Oncology solved – or at least partially solved – the patient identification problem by turning to genomics. Cancers are now routinely subdivided based on genetic mutation; for example, gastrointestinal stromal tumors (GIST) are often diagnosed based on the presence of a C-kit mutation, and lung cancers are often classified and treatment decisions made based on an ALK mutation. Genomics is less likely to be useful in PD. The vast majority of PD cases (90%) do not have a genetic link. In fact, even individuals who have a genetic risk factor for PD, such as a mutation in LRRK2, do not always manifest symptoms. For PD and other neurodegenerative disorders, there is a need to look beyond the genome for diagnostics. Metabolites are nature’s communication system, providing a readout of the complex interaction between the genome and the environment. We and many other labs across the globe have observed altered metabolite levels in biofluids from PD patients compared to those without PD, as well as in PD patients with a genetic mutation compared to those with the same mutation but no symptoms.

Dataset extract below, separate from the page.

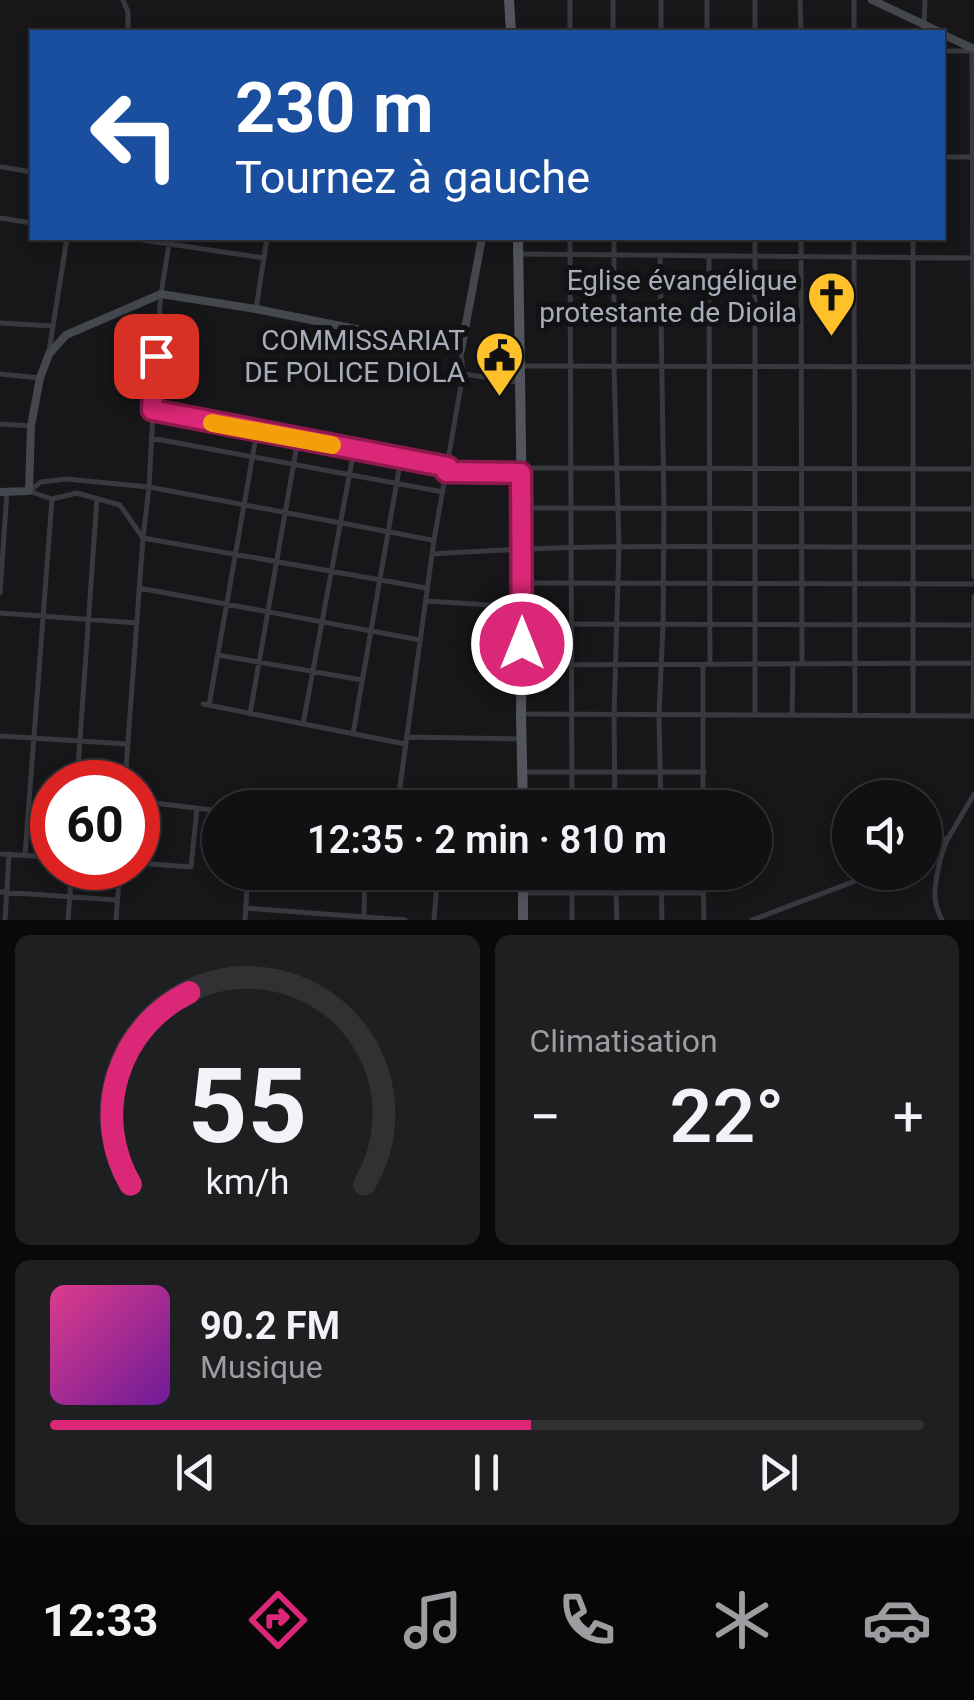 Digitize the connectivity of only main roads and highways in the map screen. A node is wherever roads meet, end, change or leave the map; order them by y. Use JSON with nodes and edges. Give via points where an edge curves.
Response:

Thus, metabolite biomarkers hold incredible promise for revolutionizing PD diagnostics, and Olaris is engaging multiple stakeholders worldwide to access the clinical samples needed to make an early diagnostic for PD a reality.
A metabolite-based diagnostic for PD will have tremendous clinical utility. It will end the diagnostic odyssey for PD patients and their families. While currently only identifiable in retrospect, years prior to any movement-related symptoms, many PD patients report experiencing more subtle symptoms such as constipation, depression, and memory or sleep problems. This often leads to several years of anxiety, frustration, and diminished quality of life for the patient and their families. Earlier diagnosis will allow patients to better understand their symptoms early on, ending the uncertainty surrounding their health concerns.
A metabolite-based diagnostic for PD will also streamline drug development. It will enable biopharma to better identify patients who actually have PD and perhaps PD subtypes. This will empower researchers to conduct more predictable and better powered clinical trials in well-defined populations. Metabolite-based diagnostics that correlate with disease progression could even replace subjective endpoints, which has the potential to power single-arm studies for regulatory approval. Metabolite-based PD diagnostics will create a virtuous cycle, whereby improved diagnosis uncovers more robust patient populations, which allows biopharma to develop better drugs, which improves patient outcomes, increasing the incentive for more diagnostic development. Looking forward, the landscape for PD should be similar to oncology: we now know that there are more than 100 types of cancer caused by 300+ known cancer genes, which can be treated using hundreds of approved therapies, and novel clinical trials with dozens of new therapies are introduced each year. Metabolite-based diagnostics have the potential to kickstart this innovation for PD, bringing PD diagnosis and treatment into the modern age.